Eine hieß Schwester Alheit von Roet, die war eine Witwe und brachte ein Töchterlein mit sich in das Kloster, das hieß Irmelin. Mit diesem Kinde hub unser Herre sogleich an und beging die größten Wunder an ihm. Eines Tages, als es um zwölf Jahre war, saß es mit andern Kindern an einem Fasttag zu Tisch. Da war der Kinder Meisterin weggegangen. Da fingen die andern Kinder zu reden an; da fiel es nieder und ward ohnmächtig. Als es doch wieder zu sich kam, da fragten sie es, was ihm geworden wäre. Da sprach es: „Ach wehe, ihr Kinder, ihr sollt doch schweigen bei Tisch. Ich habe einen so gräulichen Teufel gesehen, der hat alle eure Worte aufgeschrieben. Davon bin ich ohnmächtig worden.“

Und wenn es bei seinem Gebet war, so war es so heiß entflammt wie ein Mensch, der nicht bei Sinnen ist. Und wenn irgendwer mit ihm redete und es vom Gebet weggehen hieß, so sprach es: „Ach weh, Kinder, wie ihr mich in großen Gnaden stört!“


Es war ein Vorbild in all seinem Leben und nahm sich gar eines harten Lebens an. Da nun die Zeit kam, wo der Bischof kommen und krönen wollte, wie es Gewohnheit war, da gab man ihm unseres Herrn Leichnam. Am selben Tag, als es zu Tisch kam, ging unser Herre mit seinen Engeln ins Refektorium und stellte sich vor es und redete gar minniglich mit ihm, so dass sich alle darob wunderten, die gegenüber am Tisch waren und seine Gegenantwort hörten; unseres Herrn Rede aber hörten die nicht.
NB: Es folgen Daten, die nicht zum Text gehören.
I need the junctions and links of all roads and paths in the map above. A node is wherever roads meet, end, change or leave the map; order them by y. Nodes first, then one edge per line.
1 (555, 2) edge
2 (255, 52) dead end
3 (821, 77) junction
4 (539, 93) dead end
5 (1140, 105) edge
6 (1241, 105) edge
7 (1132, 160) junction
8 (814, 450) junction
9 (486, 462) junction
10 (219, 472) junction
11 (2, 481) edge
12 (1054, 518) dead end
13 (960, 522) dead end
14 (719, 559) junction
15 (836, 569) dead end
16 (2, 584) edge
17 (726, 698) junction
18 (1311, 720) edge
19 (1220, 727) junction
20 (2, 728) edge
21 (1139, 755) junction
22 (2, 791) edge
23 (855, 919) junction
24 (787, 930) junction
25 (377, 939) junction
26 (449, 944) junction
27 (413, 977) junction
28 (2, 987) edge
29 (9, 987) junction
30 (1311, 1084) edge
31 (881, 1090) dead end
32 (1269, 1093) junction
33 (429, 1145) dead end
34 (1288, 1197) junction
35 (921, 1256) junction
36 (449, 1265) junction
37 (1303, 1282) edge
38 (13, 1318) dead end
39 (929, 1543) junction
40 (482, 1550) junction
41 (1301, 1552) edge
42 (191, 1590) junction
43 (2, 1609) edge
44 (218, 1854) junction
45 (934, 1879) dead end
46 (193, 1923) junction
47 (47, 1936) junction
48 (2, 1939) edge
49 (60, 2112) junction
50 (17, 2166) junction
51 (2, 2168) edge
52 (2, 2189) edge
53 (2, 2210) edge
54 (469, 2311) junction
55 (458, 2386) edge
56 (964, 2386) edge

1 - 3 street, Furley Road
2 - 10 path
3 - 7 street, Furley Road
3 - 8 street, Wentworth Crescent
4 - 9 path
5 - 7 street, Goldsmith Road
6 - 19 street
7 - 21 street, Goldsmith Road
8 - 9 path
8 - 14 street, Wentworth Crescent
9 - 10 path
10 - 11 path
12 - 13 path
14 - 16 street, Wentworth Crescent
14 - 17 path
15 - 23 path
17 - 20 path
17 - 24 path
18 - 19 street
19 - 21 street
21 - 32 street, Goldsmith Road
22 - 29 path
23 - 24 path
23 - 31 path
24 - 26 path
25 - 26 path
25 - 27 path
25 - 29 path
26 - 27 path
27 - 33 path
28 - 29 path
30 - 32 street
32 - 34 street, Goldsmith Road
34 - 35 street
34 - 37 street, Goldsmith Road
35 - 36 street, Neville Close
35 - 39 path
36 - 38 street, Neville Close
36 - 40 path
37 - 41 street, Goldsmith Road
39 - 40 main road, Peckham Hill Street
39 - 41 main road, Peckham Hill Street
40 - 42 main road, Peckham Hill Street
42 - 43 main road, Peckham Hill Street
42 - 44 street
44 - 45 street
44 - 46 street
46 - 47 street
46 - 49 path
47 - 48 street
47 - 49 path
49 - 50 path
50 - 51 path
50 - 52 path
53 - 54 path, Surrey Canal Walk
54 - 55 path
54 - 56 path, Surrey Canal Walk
Wenn es bei Leuten und gar fröhlich war, warf es die Augen zum Himmel auf und sprach: „Ach weh, wann kommt die Zeit, dass wir zu ewigem Leben und Freuden kommen?“ Und wurde dann traurig und lachte nimmer. Das trieb es gar beständig. Da wurde es von den Schwestern gefragt, was es damit meine. Da sprach es: „Wenn ich bei den Leuten und fröhlich bin, so gedenke ich an die unsägliche Freude des Himmels, die uns künftig ist; so kann ich mich dann nicht enthalten, wie ihr wohl an mir seht.“

Es blühte wie eine Himmelsrose in allen Tugenden und brannte wie eine Fackel in der Minne Gottes. Sein Leumund war groß vor Gott und vor den Leuten. Da diese selige Schwester an ihr Ende kam, da sah der heilige Mann, der Ulschalk, als er sein Gebet sprach, dass das Krankenhaus voll weißer Tauben war. Da nahm ihn groß wunder, von wannen die Tauben alle gekommen wären. Indessen schlug man ihres Todes wegen an die Tafel. Da besann er sich wohl, dass es ob ihres heiligen Lebens war und stand bei ihr, bis sie verschied.